问题
I'm taking data from spout.Each bolt will insert mapped fields into different tables in my database.But my database tables have constraints.in my test tables I have two tables named user-details and my-details for which constraints allows users-table to fill first(first on should be inserted) after that only my-details table will be inserted.when I run the topology only users-table is getting inserted because when bolts perform the insert query to the database it is allowing only psqlbolt to insert first (because of constraints) and psqlbolt1 throwing the exception saying users id is not found.So I kept (1000)sleep in the psqlbolt1 when I do that two bolts are working.But when I apply same for many bolts(12) the waiting timing is increasing and bolt execution is failing saying bolt wait time is exceeded.How can I execute user fields first after that only psql1 should start inserting.
My topology class
public class Topology {
ConnectionProvider cp;
protected static final String JDBC_CONF = "jdbc.conf";
protected static final String TABLE_NAME = "users";
protected static final String SELECT_QUERY = "select dept_name from department, user_department where department.dept_id = user_department.dept_id" +
" and user_department.user_id = ?";
public static void main(String[] args) throws Exception{
String argument = args[0];
JdbcMapper jdbcMapper;
TopologyBuilder builder = new TopologyBuilder();
Map map = Maps.newHashMap();
map.put("dataSourceClassName", "org.postgresql.ds.PGSimpleDataSource");
map.put("dataSource.url","jdbc:postgresql://localhost:5432/twitter_analysis?user=postgres");
ConnectionProvider cp = new MyConnectionProvider(map);
jdbcMapper = new SimpleJdbcMapper(TABLE_NAME, cp);
List<Column> schemaColumns = Lists.newArrayList(new Column("user_id", Types.INTEGER), new Column ("user_name",Types.VARCHAR),new Column("create_date", Types.TIMESTAMP));
JdbcMapper mapper = new SimpleJdbcMapper(schemaColumns);
PsqlBolt userPersistanceBolt = new PsqlBolt(cp, mapper)

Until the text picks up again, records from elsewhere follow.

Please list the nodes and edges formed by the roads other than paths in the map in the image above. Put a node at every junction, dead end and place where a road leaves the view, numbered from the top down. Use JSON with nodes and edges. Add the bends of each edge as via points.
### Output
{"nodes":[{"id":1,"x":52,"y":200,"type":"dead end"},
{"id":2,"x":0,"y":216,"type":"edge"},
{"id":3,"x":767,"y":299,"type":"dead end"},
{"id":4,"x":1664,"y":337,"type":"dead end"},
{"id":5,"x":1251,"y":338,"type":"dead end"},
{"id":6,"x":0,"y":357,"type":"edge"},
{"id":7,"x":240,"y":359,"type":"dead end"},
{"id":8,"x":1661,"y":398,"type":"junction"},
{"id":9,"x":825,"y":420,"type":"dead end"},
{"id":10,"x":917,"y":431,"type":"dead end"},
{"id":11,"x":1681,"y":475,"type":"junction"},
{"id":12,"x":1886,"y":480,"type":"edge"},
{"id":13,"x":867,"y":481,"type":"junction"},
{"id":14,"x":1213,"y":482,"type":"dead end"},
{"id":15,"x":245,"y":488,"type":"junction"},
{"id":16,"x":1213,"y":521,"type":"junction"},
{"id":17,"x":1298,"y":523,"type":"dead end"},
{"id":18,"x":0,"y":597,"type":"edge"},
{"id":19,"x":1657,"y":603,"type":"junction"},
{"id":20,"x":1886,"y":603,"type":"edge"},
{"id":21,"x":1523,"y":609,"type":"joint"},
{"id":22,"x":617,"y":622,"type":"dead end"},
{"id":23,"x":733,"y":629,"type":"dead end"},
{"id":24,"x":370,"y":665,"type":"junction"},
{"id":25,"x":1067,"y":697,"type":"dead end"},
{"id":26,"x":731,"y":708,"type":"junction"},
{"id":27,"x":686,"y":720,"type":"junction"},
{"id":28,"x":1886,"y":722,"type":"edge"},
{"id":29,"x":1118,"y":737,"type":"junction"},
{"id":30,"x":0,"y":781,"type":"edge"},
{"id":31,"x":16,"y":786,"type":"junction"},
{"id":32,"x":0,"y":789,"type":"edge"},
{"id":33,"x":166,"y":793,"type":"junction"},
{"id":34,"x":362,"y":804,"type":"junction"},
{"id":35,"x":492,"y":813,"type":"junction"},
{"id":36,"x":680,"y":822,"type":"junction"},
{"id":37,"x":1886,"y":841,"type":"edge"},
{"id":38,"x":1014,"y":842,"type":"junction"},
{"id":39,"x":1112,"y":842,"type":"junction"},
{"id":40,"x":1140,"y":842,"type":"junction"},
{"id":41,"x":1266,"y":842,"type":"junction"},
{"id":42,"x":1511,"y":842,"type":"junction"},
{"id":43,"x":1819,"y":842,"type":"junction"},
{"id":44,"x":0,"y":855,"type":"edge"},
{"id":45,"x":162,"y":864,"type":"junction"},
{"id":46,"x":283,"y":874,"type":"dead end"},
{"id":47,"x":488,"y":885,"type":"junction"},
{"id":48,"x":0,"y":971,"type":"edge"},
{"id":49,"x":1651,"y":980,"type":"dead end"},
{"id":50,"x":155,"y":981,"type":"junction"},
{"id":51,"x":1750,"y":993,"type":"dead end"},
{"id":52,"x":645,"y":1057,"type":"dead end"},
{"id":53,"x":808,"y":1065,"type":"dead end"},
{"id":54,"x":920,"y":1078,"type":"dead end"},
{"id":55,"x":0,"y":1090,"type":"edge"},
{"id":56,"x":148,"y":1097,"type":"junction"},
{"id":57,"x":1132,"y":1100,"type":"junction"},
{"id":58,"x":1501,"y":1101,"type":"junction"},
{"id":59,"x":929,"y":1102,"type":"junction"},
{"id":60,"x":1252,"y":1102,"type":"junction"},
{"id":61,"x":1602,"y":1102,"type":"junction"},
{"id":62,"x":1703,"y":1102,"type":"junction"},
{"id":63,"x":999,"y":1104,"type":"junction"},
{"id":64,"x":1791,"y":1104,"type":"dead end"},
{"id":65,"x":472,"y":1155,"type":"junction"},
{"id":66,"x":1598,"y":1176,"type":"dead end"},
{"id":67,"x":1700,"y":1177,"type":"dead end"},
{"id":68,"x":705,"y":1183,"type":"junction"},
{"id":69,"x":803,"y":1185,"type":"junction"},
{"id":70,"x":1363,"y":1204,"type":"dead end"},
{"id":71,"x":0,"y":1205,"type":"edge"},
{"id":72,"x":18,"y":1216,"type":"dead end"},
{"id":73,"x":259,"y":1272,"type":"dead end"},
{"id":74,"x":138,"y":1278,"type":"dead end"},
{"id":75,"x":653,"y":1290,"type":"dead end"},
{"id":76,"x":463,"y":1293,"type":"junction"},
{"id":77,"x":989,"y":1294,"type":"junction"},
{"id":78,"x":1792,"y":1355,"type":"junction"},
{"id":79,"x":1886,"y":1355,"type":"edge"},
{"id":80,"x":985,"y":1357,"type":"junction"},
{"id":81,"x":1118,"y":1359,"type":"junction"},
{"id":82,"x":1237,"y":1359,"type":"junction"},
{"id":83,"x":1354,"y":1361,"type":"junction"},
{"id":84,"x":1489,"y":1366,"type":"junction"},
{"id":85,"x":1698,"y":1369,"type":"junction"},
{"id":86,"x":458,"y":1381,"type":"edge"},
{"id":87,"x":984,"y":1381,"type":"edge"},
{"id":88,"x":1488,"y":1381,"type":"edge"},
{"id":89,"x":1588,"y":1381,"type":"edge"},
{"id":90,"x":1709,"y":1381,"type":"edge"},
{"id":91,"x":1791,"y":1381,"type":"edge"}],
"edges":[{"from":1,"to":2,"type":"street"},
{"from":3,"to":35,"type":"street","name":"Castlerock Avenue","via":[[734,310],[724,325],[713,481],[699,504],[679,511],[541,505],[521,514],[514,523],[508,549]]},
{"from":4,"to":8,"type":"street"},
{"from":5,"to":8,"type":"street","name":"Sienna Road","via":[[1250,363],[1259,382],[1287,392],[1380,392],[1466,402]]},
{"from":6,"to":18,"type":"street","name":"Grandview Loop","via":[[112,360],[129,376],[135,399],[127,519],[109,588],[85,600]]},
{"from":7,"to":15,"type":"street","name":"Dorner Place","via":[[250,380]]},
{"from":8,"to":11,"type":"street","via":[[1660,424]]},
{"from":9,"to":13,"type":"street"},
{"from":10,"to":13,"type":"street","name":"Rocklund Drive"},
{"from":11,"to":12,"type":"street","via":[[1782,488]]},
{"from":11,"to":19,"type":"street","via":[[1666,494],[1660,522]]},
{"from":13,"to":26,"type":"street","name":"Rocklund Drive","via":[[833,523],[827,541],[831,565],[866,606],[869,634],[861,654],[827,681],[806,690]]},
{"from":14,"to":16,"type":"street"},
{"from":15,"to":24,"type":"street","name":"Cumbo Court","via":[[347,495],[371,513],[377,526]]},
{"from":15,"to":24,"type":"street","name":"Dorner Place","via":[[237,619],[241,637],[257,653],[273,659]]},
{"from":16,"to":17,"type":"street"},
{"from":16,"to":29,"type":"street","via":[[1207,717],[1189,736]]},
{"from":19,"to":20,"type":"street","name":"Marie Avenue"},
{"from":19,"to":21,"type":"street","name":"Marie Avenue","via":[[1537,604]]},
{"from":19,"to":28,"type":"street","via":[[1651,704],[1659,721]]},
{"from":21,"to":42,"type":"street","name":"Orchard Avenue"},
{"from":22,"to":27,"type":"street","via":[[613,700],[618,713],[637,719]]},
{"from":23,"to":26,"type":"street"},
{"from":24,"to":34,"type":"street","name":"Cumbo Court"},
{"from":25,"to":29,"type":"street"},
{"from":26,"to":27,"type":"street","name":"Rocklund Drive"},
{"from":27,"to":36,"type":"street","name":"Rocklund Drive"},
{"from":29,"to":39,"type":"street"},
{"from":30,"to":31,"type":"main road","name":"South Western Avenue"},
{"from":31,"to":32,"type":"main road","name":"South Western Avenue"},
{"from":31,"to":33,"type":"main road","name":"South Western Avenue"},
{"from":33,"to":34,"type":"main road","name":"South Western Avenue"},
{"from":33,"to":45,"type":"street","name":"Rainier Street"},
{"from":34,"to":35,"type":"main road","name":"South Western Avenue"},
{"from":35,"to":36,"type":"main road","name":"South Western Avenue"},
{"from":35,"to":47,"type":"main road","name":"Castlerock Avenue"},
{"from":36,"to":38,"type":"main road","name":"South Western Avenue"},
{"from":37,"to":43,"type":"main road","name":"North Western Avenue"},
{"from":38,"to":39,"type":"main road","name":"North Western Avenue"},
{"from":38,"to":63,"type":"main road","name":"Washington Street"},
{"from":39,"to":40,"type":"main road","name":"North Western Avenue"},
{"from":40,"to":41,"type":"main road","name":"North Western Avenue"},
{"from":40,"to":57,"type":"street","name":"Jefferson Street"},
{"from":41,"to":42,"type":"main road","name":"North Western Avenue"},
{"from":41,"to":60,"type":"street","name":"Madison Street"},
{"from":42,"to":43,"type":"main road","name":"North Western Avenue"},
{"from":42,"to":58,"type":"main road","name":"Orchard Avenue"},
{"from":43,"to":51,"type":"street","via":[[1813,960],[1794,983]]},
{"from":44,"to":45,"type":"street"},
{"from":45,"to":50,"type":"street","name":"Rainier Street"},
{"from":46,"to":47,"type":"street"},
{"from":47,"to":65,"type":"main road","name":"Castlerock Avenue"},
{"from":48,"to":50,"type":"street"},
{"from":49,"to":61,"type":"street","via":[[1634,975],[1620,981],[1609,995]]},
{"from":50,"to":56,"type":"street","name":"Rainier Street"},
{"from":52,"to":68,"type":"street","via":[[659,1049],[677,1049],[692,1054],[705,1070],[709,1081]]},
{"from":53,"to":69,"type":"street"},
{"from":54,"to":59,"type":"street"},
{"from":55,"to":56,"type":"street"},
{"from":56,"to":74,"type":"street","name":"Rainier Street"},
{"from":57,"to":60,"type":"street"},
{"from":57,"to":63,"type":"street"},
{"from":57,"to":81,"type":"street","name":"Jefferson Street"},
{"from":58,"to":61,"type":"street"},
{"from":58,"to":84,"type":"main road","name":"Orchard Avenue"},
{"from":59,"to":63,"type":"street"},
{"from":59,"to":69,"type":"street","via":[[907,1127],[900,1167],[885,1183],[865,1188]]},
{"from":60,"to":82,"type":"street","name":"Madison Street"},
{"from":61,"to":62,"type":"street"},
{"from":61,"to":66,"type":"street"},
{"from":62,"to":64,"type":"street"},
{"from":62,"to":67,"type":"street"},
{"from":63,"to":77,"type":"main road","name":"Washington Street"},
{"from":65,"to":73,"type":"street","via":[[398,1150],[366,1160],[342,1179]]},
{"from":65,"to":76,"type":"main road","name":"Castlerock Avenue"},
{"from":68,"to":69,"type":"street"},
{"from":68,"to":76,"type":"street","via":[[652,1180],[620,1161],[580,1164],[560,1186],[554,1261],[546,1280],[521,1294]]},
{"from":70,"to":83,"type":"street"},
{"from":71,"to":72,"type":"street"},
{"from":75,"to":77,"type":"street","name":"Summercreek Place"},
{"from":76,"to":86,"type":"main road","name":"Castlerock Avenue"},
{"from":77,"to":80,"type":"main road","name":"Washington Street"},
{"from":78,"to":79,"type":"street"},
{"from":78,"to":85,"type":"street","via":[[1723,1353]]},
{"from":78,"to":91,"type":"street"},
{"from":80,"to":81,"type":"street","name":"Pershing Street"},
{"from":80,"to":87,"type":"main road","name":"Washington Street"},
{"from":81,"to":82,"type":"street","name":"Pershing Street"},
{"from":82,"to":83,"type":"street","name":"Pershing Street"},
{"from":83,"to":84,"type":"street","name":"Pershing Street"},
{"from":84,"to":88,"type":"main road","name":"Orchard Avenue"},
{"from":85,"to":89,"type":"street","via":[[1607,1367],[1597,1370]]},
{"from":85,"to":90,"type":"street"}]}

.withInsertQuery("insert into user_details (id, user_name, created_timestamp) values (?,?,?)");
builder.setSpout("myspout", new UserSpout(), 1);
builder.setBolt("Psql_Bolt", userPersistanceBolt,1).shuffleGrouping("myspout");
jdbcMapper = new SimpleJdbcMapper("My_details", cp);
List<Column> schemaColumns1 = Lists.newArrayList(new Column("my_id", Types.INTEGER), new Column ("my_name",Types.VARCHAR));
JdbcMapper mapper1 = new SimpleJdbcMapper(schemaColumns1);
PsqlBolt1 userPersistanceBolt1 = new PsqlBolt1(cp, mapper1)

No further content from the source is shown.